▶ **Work task**
Show each line of the data below in which "clipPath" occurs.

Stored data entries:
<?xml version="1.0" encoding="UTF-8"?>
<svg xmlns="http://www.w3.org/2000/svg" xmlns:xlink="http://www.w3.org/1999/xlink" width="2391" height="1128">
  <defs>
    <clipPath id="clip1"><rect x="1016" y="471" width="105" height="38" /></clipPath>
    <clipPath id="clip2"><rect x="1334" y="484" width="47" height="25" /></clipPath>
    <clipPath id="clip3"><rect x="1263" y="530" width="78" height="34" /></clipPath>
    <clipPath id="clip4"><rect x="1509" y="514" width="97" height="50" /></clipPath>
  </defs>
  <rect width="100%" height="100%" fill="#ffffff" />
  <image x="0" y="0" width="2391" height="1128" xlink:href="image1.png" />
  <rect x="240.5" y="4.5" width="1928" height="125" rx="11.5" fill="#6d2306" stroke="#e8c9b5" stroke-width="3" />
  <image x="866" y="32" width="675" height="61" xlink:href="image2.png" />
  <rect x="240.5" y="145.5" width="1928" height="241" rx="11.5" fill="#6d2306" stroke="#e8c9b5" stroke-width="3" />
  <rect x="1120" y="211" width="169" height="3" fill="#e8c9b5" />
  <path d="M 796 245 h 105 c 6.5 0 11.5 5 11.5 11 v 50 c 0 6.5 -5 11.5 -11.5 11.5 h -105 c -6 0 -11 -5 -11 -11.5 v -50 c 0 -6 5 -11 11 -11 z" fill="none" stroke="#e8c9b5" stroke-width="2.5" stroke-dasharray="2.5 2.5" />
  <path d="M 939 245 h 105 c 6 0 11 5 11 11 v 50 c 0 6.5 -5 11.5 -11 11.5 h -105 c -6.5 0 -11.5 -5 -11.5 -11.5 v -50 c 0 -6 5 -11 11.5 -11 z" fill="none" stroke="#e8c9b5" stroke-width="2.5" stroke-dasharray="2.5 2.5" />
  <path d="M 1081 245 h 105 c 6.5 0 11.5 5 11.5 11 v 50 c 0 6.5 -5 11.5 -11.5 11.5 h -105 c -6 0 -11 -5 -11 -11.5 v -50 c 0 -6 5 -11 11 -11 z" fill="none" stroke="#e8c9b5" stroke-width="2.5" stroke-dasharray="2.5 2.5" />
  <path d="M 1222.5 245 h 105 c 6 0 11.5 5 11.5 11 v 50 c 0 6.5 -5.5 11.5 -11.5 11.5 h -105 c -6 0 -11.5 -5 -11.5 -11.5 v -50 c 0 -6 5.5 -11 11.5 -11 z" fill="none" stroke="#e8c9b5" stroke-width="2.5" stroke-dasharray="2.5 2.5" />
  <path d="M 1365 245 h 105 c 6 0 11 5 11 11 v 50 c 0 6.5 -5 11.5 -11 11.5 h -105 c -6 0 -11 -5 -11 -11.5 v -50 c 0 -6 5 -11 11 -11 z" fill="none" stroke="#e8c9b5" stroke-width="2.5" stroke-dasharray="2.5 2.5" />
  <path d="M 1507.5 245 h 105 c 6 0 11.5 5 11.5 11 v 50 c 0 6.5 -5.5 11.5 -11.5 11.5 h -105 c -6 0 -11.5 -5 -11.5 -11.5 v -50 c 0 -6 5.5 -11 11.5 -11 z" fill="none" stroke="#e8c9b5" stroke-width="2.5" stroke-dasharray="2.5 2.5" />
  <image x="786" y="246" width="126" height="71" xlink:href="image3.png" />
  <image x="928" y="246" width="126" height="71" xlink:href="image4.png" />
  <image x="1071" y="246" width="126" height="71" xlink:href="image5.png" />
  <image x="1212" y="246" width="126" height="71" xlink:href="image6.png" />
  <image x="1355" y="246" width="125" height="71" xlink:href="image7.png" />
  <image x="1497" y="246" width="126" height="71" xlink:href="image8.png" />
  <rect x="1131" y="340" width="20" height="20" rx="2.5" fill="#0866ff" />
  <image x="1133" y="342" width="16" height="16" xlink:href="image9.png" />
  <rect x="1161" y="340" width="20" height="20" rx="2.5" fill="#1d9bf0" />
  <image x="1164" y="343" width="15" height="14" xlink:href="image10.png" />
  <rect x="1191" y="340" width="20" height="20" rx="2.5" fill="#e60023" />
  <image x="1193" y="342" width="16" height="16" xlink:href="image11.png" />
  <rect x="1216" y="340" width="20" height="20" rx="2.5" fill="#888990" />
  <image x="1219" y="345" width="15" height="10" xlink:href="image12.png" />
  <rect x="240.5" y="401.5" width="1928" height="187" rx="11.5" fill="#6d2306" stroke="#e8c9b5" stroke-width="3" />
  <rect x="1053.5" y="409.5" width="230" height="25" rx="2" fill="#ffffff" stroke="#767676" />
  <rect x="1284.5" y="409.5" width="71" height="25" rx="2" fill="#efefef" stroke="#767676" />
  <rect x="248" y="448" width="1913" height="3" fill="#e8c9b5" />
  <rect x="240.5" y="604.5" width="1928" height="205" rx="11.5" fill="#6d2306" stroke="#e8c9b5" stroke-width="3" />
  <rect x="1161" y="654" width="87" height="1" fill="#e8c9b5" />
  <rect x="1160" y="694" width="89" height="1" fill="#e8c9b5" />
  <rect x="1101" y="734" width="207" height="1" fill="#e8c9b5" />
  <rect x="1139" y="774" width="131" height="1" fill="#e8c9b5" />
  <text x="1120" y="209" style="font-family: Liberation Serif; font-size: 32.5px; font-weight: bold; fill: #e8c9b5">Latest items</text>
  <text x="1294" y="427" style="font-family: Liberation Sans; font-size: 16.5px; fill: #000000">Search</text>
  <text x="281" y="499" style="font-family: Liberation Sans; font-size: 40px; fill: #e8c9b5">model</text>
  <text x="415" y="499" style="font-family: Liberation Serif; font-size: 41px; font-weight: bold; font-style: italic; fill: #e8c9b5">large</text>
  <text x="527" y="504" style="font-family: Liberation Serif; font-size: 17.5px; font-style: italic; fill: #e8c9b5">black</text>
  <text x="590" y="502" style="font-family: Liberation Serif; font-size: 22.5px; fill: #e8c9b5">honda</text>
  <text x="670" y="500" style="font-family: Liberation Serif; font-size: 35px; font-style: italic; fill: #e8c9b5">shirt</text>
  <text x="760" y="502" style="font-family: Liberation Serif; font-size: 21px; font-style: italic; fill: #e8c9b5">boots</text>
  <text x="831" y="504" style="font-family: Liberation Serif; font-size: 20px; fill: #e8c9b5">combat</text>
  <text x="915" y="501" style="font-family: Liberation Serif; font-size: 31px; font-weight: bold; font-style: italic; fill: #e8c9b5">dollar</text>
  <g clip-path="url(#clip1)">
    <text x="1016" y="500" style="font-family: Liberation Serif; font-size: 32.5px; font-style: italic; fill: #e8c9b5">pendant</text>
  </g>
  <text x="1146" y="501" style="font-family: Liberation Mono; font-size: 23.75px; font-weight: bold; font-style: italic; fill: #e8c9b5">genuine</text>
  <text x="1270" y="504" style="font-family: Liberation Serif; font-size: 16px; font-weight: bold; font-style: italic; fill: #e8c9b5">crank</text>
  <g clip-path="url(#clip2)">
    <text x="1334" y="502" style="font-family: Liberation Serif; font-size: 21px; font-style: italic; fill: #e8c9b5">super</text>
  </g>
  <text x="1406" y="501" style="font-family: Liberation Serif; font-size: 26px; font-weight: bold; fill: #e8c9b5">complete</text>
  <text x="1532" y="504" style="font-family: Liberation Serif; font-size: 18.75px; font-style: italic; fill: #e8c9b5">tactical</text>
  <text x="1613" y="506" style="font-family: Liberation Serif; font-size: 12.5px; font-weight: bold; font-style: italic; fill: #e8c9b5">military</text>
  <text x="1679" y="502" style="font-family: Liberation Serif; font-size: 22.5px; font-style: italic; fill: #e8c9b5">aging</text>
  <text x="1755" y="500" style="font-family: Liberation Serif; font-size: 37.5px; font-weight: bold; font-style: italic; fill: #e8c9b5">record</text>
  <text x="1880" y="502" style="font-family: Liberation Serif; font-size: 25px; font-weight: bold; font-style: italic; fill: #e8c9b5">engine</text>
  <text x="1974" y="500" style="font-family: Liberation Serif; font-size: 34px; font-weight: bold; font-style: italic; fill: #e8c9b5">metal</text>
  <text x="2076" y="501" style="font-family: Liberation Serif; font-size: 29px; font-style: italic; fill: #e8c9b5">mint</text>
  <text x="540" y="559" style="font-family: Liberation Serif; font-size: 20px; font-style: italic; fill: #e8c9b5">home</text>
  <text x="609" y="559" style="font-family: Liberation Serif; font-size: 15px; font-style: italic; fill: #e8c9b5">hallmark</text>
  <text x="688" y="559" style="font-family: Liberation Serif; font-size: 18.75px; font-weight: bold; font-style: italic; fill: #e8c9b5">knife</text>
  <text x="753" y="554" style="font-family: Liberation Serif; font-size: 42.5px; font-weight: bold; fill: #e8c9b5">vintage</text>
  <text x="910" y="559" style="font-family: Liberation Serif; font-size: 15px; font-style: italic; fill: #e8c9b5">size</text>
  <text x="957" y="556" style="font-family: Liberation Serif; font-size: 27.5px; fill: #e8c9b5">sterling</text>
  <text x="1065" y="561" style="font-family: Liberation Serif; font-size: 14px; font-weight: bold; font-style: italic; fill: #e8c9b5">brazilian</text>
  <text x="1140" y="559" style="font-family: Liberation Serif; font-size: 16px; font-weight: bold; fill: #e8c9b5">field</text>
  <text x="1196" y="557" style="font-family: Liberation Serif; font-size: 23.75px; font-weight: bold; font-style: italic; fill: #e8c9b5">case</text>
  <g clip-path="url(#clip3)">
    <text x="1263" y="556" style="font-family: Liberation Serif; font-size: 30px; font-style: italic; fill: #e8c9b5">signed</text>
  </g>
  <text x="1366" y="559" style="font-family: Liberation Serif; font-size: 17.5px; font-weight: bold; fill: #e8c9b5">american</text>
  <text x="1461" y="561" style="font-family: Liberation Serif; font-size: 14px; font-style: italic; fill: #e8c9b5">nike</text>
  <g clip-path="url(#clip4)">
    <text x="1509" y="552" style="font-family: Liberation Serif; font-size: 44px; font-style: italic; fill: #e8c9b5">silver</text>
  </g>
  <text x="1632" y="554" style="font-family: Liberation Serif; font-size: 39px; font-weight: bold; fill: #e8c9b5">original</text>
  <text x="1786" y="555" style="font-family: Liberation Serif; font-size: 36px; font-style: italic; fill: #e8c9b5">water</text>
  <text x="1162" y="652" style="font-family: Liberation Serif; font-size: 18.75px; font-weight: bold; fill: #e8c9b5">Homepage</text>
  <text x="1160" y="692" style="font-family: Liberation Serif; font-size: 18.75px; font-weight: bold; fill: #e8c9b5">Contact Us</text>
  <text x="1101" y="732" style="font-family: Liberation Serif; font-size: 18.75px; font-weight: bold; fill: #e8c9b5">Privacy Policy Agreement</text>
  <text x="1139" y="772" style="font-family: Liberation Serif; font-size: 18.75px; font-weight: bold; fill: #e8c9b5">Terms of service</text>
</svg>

▶ **Output for this task**
    <clipPath id="clip1"><rect x="1016" y="471" width="105" height="38" /></clipPath>
    <clipPath id="clip2"><rect x="1334" y="484" width="47" height="25" /></clipPath>
    <clipPath id="clip3"><rect x="1263" y="530" width="78" height="34" /></clipPath>
    <clipPath id="clip4"><rect x="1509" y="514" width="97" height="50" /></clipPath>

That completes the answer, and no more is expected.